近藤 何よりも先に課題やゴールがあって、それがデジタルで解決することもあれば、デジタルではない方法で叶えられることもある。その前提でクライアントと密に話すようにしています。

そして、すべてを一気に変えようとするのではなく、どこまでをどの期間で改善するかを切り出したり、最終ゴールまでのプロセスを考えたりと、クライアントと一緒に歩むことを大切にしています。そうすることによって一つずつ成功体験ができ、「あの部署は、あんな新しいことに取り組んでいるらしいよ」などとクライアント社内で話が広がり、よい循環ができていくことがあります。
 
 

ビジネスにおけるデザインの役割

——企業に寄り添い顧客を理解する一気通貫のビジネス支援のなかで、「デザイン」はどのような役割を果たすのでしょうか。

高宮 我々は、ビジネスにおいてデザインは必要不可欠な存在だというスタンスでいます。つまり、本来はわざわざ「デザイン経営」という言葉を作る必要すらないと思うんです。共同創業者のレイ・イナモトも、「デザイン経営」という言葉や概念がデザインの立ち位置を特別なものにし過ぎていて、一部の人にしか担えない領域という印象を与えてしまっていると、よく違和感を口にします。

例えばWebサイトを作るとき、1の効果しか得られない施策と10の効果が得られる施策があるとして、その違いを生み出す部分に「クリエイティビティ」や「デザイン」が存在します。デザインの力によって、生活者により理解してもらうチャンスを広げることができる、そういった拡張性を持っていると考えています。

そして、もうひとつデザインに重要な要素として継続性があります。たとえば、コカコーラやナイキがブランドとして強いのは、最初につくったロゴマークの強さもあると思います。素晴らしいデザインは、「時」を超える耐久性があるのです。ロゴに限らず、サービスのデザイン、プロダクトのデザイン、空間のデザインなどもビジネスを安定させ、新規顧客を呼び、既存顧客とのリレーションを強くします。そのようにデザインは、ビジネスやチャンスを広げて安定させ、継続させていく必須要素だと理解しています。

I&CO Tokyoの他社にない特徴は、社内にプランナー専門職を置かないことです。それは、アイデアを考えることは特殊なスキルではなく全員ができることであり、我々がクリエイティビティを大事にしたいという思想を持っているからです。また、デザイナー以外の職種でもデザインについて意見交換していける環境を作っています。「デザイン」という言葉を特別視し過ぎて、ひとり歩きしてしまわないように意識しています。

——プランナーを立てないチームで、どのような体制をつくりプロジェクトを進行しているのでしょうか。

高宮 I&CO Tokyoにはプランナーというポジションがなく、「ストラテジー」、「デザイン」、「エンゲージメント」の3つの職域が存在します。

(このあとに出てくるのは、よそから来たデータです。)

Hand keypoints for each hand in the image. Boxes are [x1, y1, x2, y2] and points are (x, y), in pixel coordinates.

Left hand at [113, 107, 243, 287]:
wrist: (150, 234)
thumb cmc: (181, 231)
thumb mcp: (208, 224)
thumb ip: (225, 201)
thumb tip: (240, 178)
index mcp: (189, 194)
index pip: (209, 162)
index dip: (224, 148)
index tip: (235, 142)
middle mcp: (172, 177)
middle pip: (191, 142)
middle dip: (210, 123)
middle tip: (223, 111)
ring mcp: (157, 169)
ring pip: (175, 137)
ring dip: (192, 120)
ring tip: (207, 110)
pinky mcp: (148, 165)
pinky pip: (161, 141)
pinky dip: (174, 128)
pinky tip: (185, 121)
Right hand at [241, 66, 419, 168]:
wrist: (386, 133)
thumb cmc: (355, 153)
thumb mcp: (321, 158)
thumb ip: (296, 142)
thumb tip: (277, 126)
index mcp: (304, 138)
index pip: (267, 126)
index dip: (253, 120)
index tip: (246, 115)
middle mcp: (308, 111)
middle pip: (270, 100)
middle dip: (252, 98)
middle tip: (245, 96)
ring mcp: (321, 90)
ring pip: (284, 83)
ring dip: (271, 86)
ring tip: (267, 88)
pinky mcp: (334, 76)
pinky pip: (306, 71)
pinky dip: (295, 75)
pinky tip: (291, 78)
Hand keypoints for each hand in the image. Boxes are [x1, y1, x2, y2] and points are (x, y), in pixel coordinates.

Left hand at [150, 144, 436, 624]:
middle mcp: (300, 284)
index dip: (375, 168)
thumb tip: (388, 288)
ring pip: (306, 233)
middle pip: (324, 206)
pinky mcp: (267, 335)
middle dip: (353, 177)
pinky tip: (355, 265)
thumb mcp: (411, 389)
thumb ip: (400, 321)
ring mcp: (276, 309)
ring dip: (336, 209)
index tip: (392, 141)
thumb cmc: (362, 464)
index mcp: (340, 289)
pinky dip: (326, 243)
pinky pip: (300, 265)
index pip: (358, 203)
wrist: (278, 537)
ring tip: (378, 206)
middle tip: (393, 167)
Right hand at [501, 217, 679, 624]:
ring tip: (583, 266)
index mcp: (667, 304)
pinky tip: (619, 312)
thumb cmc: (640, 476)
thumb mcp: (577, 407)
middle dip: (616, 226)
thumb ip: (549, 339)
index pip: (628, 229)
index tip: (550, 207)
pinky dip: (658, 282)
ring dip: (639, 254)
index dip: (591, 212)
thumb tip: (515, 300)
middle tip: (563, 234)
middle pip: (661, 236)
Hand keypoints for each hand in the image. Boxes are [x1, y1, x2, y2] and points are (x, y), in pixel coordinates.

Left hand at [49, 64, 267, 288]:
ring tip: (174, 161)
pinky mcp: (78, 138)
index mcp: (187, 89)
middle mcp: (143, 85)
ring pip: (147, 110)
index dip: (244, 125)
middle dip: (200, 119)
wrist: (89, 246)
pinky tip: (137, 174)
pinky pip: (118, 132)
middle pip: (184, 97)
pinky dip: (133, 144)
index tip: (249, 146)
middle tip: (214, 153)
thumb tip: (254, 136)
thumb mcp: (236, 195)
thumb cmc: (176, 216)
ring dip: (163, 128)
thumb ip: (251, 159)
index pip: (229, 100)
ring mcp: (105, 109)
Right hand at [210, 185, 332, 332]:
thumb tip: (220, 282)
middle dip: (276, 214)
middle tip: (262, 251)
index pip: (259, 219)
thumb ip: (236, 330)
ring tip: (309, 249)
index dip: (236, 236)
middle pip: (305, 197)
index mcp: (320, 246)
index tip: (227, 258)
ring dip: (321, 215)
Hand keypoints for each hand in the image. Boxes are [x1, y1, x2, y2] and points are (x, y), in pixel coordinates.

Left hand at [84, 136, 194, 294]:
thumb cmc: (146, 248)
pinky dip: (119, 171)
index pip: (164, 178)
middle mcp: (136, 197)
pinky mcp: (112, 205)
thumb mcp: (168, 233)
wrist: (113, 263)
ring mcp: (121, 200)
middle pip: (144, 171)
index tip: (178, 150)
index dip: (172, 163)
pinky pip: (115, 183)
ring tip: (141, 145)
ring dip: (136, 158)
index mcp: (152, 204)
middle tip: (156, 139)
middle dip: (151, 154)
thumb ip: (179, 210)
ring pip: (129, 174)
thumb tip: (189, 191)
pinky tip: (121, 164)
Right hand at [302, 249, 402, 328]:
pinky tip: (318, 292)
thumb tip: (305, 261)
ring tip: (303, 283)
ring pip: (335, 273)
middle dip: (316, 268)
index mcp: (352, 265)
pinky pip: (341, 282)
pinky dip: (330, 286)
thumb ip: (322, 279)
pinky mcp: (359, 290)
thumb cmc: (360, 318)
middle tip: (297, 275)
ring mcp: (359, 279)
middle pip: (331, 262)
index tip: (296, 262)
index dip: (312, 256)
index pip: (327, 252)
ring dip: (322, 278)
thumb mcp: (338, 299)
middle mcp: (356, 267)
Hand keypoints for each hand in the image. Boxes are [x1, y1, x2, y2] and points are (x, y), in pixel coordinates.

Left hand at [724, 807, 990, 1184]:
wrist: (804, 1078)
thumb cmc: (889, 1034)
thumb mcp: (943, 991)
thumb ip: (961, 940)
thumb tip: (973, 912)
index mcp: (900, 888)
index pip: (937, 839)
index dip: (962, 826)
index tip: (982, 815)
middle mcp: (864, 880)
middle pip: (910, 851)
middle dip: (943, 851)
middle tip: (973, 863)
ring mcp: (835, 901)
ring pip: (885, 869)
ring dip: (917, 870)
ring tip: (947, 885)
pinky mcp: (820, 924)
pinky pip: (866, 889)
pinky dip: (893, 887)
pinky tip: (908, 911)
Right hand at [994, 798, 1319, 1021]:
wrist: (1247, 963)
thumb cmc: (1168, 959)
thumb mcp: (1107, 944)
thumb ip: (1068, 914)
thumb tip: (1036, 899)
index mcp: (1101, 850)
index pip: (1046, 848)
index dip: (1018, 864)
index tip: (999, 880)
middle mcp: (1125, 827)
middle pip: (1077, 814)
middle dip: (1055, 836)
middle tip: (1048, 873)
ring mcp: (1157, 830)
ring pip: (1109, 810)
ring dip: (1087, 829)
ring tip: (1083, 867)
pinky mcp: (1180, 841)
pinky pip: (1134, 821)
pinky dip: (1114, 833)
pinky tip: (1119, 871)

「ストラテジスト」はビジネスのストーリーをデザインし、新しい視点、視座、発見を与えることでメンバーの思考を共通化する役割です。「デザイナー」は目に見えるアウトプットをもってチームの目標や思考の過程、最終的にやろうとしていることを具体化する役割を担います。「エンゲージメント」は、これらを繋げて一連のプロセスをデザインする役割です。そこに私のようなディレクターが加わってプロジェクトを牽引していきます。3つの職域が同じゴールに向かってそれぞれの「デザイン」をすることで、プロジェクトを前進させ、完成させるというアプローチをとっています。

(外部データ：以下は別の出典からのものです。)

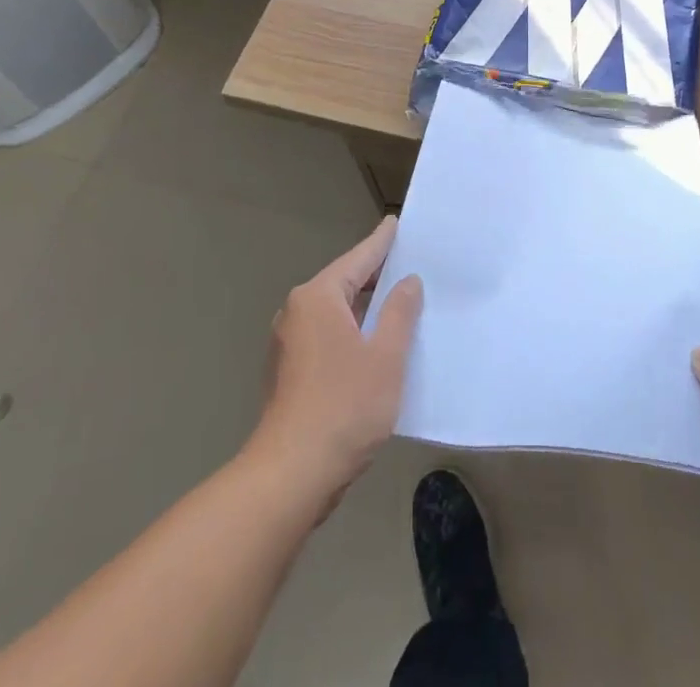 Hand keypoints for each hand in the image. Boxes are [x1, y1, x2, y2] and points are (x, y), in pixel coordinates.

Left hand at [247, 217, 423, 502]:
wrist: (290, 476)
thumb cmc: (343, 407)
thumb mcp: (386, 356)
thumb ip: (400, 312)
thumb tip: (407, 282)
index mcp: (318, 297)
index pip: (359, 259)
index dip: (382, 242)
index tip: (396, 223)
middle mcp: (297, 311)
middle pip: (344, 283)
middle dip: (376, 275)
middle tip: (410, 263)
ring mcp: (289, 343)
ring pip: (335, 312)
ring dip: (364, 308)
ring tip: (399, 301)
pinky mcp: (289, 371)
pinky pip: (327, 335)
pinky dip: (351, 331)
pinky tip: (374, 343) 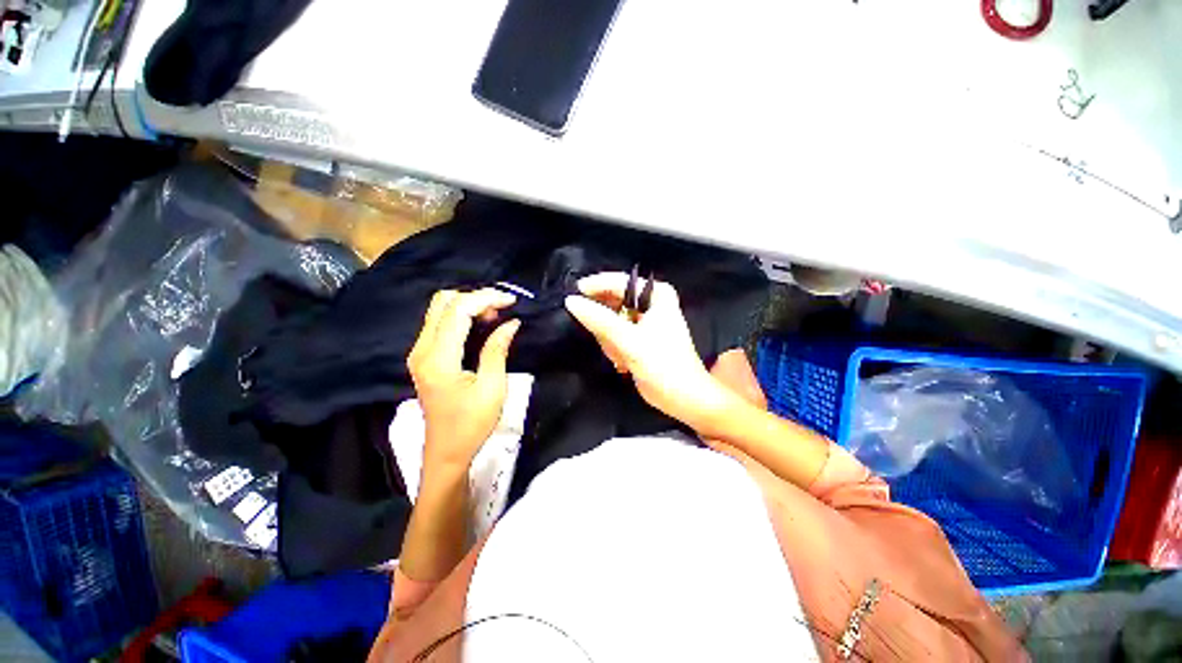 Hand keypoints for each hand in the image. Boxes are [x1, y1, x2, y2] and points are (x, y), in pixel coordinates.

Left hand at [409, 288, 520, 470]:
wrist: (446, 451)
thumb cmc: (472, 424)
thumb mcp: (492, 387)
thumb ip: (497, 350)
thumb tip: (511, 322)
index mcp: (438, 358)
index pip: (457, 310)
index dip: (486, 298)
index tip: (512, 301)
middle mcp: (422, 349)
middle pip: (443, 302)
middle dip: (476, 297)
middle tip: (504, 308)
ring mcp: (419, 352)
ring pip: (440, 310)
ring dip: (469, 305)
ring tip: (497, 315)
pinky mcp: (424, 357)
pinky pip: (440, 323)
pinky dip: (462, 316)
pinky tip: (482, 324)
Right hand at [564, 272, 736, 432]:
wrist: (680, 396)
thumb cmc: (661, 364)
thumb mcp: (629, 339)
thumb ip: (599, 319)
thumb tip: (571, 301)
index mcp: (656, 294)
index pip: (619, 281)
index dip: (595, 286)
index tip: (572, 294)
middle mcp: (650, 302)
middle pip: (613, 301)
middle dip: (606, 323)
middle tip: (605, 339)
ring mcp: (643, 320)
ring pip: (610, 320)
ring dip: (610, 340)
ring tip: (620, 356)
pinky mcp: (637, 337)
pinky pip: (614, 334)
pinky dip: (613, 348)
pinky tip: (623, 362) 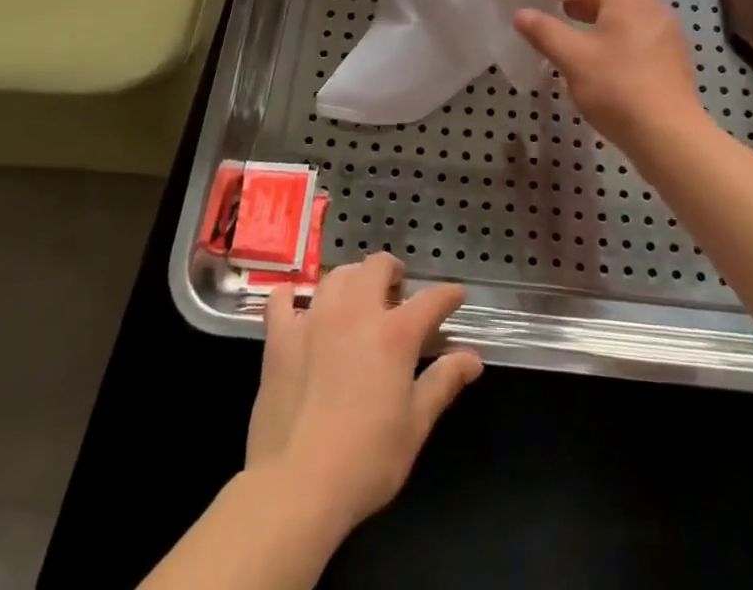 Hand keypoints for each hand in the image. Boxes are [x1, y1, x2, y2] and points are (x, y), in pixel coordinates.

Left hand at [246, 253, 481, 537]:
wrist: (295, 486)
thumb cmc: (365, 461)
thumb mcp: (415, 426)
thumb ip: (443, 383)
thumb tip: (472, 358)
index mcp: (394, 334)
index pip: (430, 300)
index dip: (447, 295)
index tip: (455, 295)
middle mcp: (355, 312)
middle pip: (376, 267)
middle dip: (392, 271)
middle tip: (397, 292)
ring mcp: (314, 319)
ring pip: (336, 276)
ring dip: (352, 280)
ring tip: (356, 297)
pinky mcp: (280, 336)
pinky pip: (282, 298)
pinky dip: (292, 296)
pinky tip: (297, 306)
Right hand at [513, 0, 705, 148]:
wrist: (668, 133)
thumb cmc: (616, 87)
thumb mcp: (572, 58)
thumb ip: (544, 32)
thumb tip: (521, 14)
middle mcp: (648, 2)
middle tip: (559, 0)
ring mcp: (664, 26)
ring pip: (627, 4)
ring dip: (600, 6)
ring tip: (575, 20)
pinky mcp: (671, 50)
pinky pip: (639, 23)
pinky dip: (617, 24)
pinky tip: (602, 47)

近藤 日々クライアントと対峙する中で、デザインは抽象と具体を繋いでくれるものだと実感します。抽象的なぼんやりとした課題に対して、「こういうことですか?」「こういう考えですか?」と具体的に、かつ一緒に考え、最終的に形にすることによって解決していく。I&CO Tokyoは、クライアント視点と顧客視点の双方から「デザイン」を軸にアウトプットを出していくことが強みです。

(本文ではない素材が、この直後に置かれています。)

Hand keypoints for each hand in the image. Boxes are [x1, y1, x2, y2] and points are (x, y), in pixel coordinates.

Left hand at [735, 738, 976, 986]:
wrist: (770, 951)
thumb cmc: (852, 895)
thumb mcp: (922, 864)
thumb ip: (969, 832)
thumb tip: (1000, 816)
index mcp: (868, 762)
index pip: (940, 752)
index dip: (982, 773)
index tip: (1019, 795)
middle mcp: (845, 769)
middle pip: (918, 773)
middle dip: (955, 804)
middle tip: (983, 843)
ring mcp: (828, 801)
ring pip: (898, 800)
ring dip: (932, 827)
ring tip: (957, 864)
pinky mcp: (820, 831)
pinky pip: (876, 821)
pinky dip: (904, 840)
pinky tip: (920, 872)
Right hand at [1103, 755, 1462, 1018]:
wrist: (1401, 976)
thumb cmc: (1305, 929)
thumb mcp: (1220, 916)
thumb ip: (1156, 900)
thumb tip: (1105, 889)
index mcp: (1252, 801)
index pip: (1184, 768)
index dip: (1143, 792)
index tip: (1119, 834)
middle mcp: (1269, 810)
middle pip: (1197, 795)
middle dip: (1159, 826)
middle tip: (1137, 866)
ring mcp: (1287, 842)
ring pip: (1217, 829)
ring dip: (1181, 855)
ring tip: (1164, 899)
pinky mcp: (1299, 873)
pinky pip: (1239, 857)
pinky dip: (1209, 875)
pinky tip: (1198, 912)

——デザインは、企業と生活者を繋ぐタッチポイントということですね。

高宮 デザイナーというと、日本においてはまだ特別な存在という感覚があります。クライアントもデザイナーがつくるものに口を出してはいけないと思いすぎているところは多いです。しかし、受け手としての視点、ユーザーとしての視点や考えはクライアント側にもあるはずなので、デザイナーがつくるものにも全員で意見を出し合います。実践して手を動かすなかで答えを見つけ出していく点においては、いろいろなモノづくりにおいてもアプローチの仕方は一緒なはずで、その道具として我々はデザインという方法を使っているだけです。